Sconfitte le imprese dell’eolico, la Cassazione dà ragione alla Provincia

“La battaglia che avevamo intrapreso al momento del mio insediamento ha visto riconosciuta la sua piena legittimità. La correttezza e la regolarità del principio affermato con la decisione assunta dal Consiglio provinciale nel 2018 oggi vengono sanciti da tre Ordinanze della Cassazione, attraverso cui si conclude a favore della Provincia di Foggia un lungo contenzioso. Una vittoria molto rilevante, per la quale desidero ringraziare il Segretario Generale, Giacomo Scalzulli, e le risorse professionali interne dell’Ente per l’egregio e puntuale lavoro svolto”. 
È il commento del presidente della Provincia di Foggia, Nicola Gatta, al deposito delle Ordinanze con le quali la Cassazione ha dichiarato inammissibili i ricorsi presentati dall’Anev (Associazione nazionale energia del vento) e da altre società operanti nel settore delle energie rinnovabili – condannandole anche al pagamento delle spese processuali – contro la sentenza del Consiglio di Stato che nel dicembre 2020 aveva convalidato gli aumenti introdotti dal canone dopo l’abrogazione della tassa annua.
“Prima della nostra delibera le imprese che operano nel campo delle energie rinnovabili versavano ogni anno nelle casse della Provincia una tassa complessivamente stimata in 34mila euro – spiega il presidente della Provincia –. Con la nuova regolamentazione, di cui la Cassazione ha riconosciuto la legittimità, invece, la Provincia di Foggia ha già incassato nei due di vigenza della Cosap, riferiti alle annualità 2019 e 2020, 7 milioni 52mila 806 euro e dovrà riscuoterne coattivamente altri 9 milioni 114mila 312 euro. Risorse economiche che utilizzeremo per potenziare gli investimenti sulla manutenzione stradale e quella degli edifici scolastici”.
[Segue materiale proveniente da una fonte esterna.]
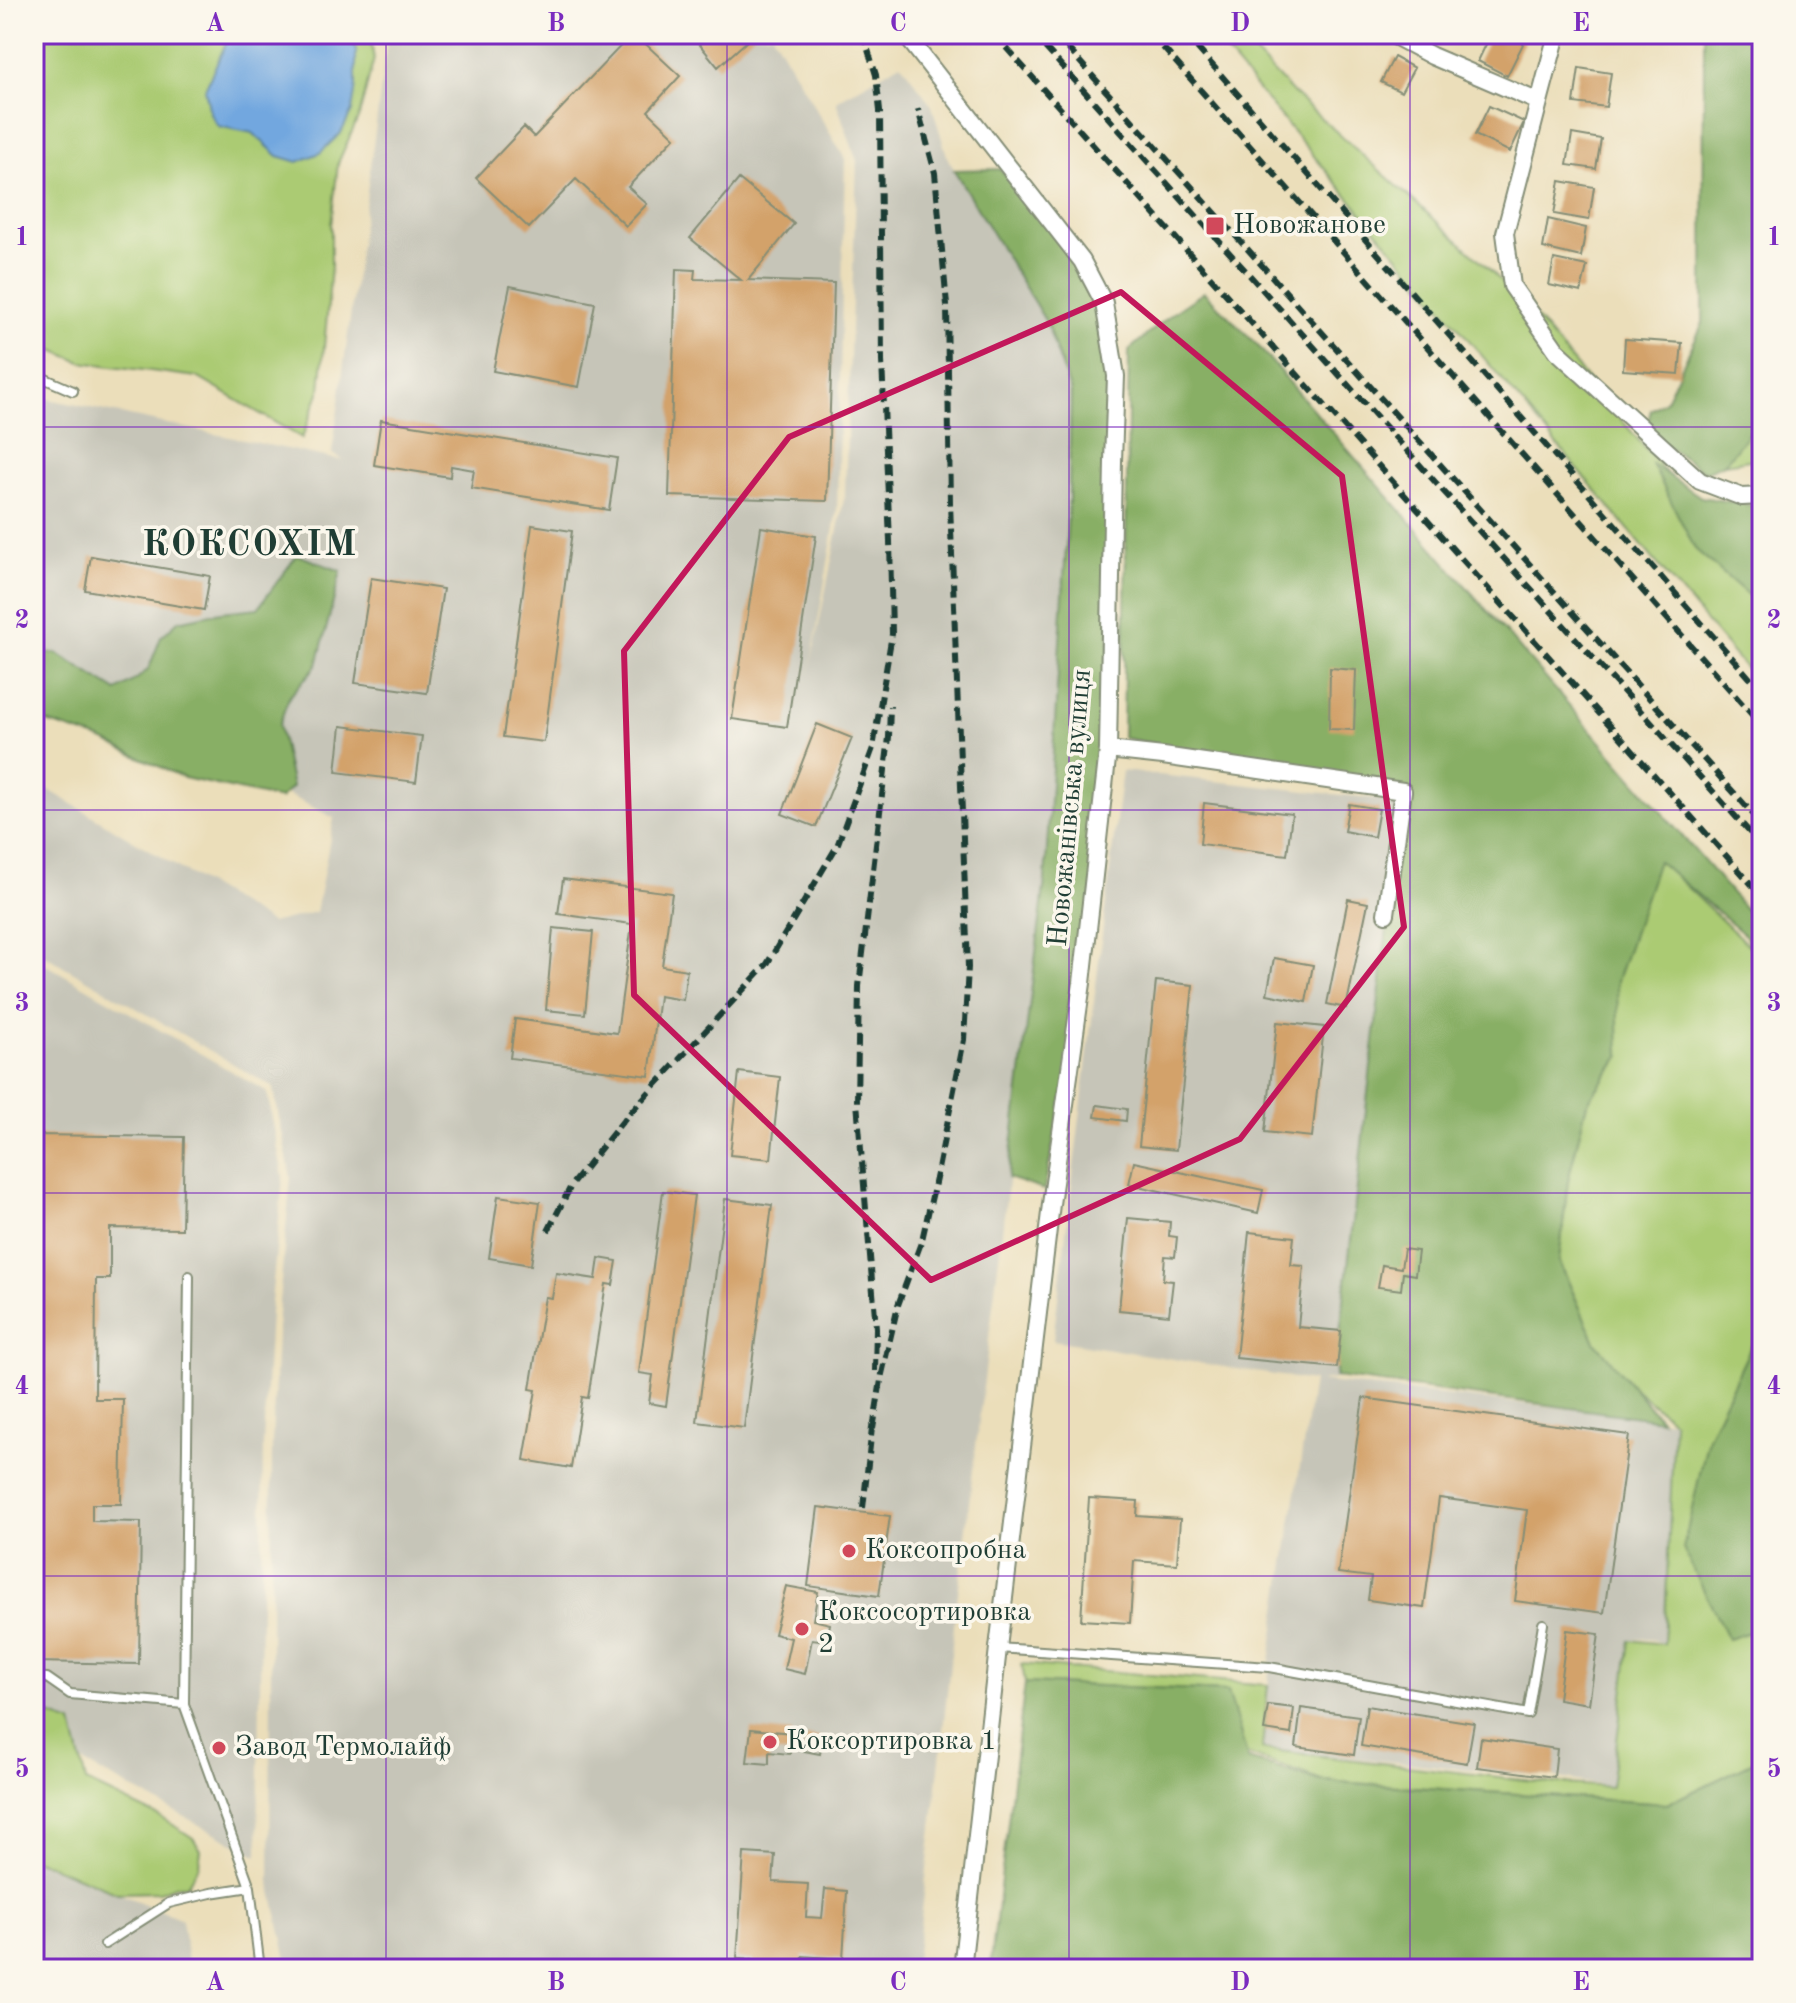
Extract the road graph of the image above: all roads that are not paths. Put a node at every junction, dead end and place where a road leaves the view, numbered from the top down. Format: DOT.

 “Il principio affermato con queste Ordinanze è quello che ho sempre sostenuto e per il quale mi sono battuto. E cioè che le società operanti nel settore delle energie rinnovabili non possono essere considerate imprese erogatrici di servizi pubblici o strumentali all’erogazione di servizi pubblici – sottolinea il presidente della Provincia –. Una considerazione in cui, tra l’altro, va tenuto conto delle conseguenze degli scavi operati dalle società sulla rete stradale provinciale, giacché gli interventi per i cavidotti compromettono l’intero assetto delle arterie interessate e non la sola parte laterale. Un’occupazione di suoli, giova ricordarlo, che si estende per una dimensione lineare di oltre 300 chilometri e che, di conseguenza, incide in modo significativo sull’attività manutentiva che l’Ente ha poi il compito di mettere in campo”.
Ordinanze, quelle della Cassazione, che fanno il paio con la richiesta di sospensiva accolta poche settimane fa dalla Settima Sezione del Consiglio di Stato circa l’applicazione della sentenza della Terza Sezione del Tar Puglia dello scorso 22 febbraio. Una sospensiva che ha sventato il pericolo che i titolari di passo carrabile per l’accesso ad una abitazione o ad un fondo agricolo potessero subire un aumento considerevole del Canone Unico Patrimoniale, a fronte del quale le società operanti nel campo delle energie rinnovabili avrebbero ottenuto un corrispondente sconto per l’utilizzo del sottosuolo.
“Ancora una volta, con coraggio e determinazione, abbiamo difeso i diritti e lo sviluppo del territorio – conclude Nicola Gatta –. Ricevendo piena legittimazione dalla magistratura amministrativa e dal supremo organo di giustizia ordinaria”.